:: WHAT IS BEING ASKED ::
Every line that contains "Teixeira" must be located and copied from the data.

Stored items:
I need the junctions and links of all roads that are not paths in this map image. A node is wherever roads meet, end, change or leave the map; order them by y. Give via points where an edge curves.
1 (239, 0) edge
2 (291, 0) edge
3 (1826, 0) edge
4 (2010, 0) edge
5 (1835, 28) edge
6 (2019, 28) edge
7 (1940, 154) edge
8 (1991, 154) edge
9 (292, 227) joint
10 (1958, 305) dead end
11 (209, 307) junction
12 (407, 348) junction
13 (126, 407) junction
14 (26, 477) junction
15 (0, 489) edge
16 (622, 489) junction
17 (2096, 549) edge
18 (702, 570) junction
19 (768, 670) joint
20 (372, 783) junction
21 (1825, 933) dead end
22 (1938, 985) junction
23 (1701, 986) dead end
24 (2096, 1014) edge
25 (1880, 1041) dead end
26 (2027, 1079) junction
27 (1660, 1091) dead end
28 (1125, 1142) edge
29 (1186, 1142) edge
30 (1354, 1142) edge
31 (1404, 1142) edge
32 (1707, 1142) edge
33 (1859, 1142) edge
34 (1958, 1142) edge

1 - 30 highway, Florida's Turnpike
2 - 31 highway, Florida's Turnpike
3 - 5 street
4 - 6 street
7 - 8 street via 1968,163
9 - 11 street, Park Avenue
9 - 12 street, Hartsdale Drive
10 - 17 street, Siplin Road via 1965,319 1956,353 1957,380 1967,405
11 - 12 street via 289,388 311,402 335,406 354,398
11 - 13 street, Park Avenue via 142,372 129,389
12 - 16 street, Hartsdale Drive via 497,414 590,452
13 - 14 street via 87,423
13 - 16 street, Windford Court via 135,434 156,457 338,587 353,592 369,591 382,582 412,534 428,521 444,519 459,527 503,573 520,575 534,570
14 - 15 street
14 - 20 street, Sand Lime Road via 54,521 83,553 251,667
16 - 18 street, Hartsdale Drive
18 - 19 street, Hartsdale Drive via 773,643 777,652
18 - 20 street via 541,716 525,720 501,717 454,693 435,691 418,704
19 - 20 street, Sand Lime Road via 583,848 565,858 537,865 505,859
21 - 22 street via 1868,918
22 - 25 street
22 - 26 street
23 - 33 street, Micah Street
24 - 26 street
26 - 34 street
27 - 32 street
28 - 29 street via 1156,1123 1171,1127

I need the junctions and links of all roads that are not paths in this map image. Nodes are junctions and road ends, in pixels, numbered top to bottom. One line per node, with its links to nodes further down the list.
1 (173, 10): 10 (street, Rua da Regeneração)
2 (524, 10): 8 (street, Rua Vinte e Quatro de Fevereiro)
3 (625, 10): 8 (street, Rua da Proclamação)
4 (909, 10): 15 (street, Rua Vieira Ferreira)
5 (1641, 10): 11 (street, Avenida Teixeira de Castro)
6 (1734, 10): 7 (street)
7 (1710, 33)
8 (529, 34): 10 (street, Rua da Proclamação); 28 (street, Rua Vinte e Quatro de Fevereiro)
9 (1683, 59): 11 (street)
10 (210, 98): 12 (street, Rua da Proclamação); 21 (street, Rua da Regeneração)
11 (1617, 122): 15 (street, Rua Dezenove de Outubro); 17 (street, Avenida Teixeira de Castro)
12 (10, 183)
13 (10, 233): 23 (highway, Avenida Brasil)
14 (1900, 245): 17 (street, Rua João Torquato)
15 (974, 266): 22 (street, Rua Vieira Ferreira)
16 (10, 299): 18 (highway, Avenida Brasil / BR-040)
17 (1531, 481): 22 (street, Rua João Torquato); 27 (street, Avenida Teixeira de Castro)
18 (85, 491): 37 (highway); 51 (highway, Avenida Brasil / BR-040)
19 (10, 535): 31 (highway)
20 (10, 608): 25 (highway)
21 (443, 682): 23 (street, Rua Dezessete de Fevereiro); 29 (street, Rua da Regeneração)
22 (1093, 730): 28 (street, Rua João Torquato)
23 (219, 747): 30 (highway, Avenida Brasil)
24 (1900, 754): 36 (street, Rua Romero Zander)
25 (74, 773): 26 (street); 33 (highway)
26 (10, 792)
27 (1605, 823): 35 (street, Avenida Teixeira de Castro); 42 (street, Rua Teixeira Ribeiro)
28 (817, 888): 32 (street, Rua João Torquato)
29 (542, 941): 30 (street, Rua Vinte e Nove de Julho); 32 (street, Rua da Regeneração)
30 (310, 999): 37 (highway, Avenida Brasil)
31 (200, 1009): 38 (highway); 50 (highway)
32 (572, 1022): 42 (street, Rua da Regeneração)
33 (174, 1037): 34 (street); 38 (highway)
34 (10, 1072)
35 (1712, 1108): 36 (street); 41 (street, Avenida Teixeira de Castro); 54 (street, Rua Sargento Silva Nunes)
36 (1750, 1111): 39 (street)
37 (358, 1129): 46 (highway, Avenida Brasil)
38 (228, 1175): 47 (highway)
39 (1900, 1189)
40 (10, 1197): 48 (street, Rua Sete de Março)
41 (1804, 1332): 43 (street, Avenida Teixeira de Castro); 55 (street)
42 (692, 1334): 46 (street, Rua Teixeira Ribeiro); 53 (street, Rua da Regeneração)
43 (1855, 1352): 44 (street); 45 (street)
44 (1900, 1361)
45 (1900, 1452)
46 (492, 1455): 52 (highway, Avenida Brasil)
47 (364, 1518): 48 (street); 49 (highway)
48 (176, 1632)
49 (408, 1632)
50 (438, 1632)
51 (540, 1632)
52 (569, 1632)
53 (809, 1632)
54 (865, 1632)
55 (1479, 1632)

:: TASK ANSWER ::
5 (1641, 10): 11 (street, Avenida Teixeira de Castro)
11 (1617, 122): 15 (street, Rua Dezenove de Outubro); 17 (street, Avenida Teixeira de Castro)
17 (1531, 481): 22 (street, Rua João Torquato); 27 (street, Avenida Teixeira de Castro)
27 (1605, 823): 35 (street, Avenida Teixeira de Castro); 42 (street, Rua Teixeira Ribeiro)
35 (1712, 1108): 36 (street); 41 (street, Avenida Teixeira de Castro); 54 (street, Rua Sargento Silva Nunes)
41 (1804, 1332): 43 (street, Avenida Teixeira de Castro); 55 (street)
42 (692, 1334): 46 (street, Rua Teixeira Ribeiro); 53 (street, Rua da Regeneração)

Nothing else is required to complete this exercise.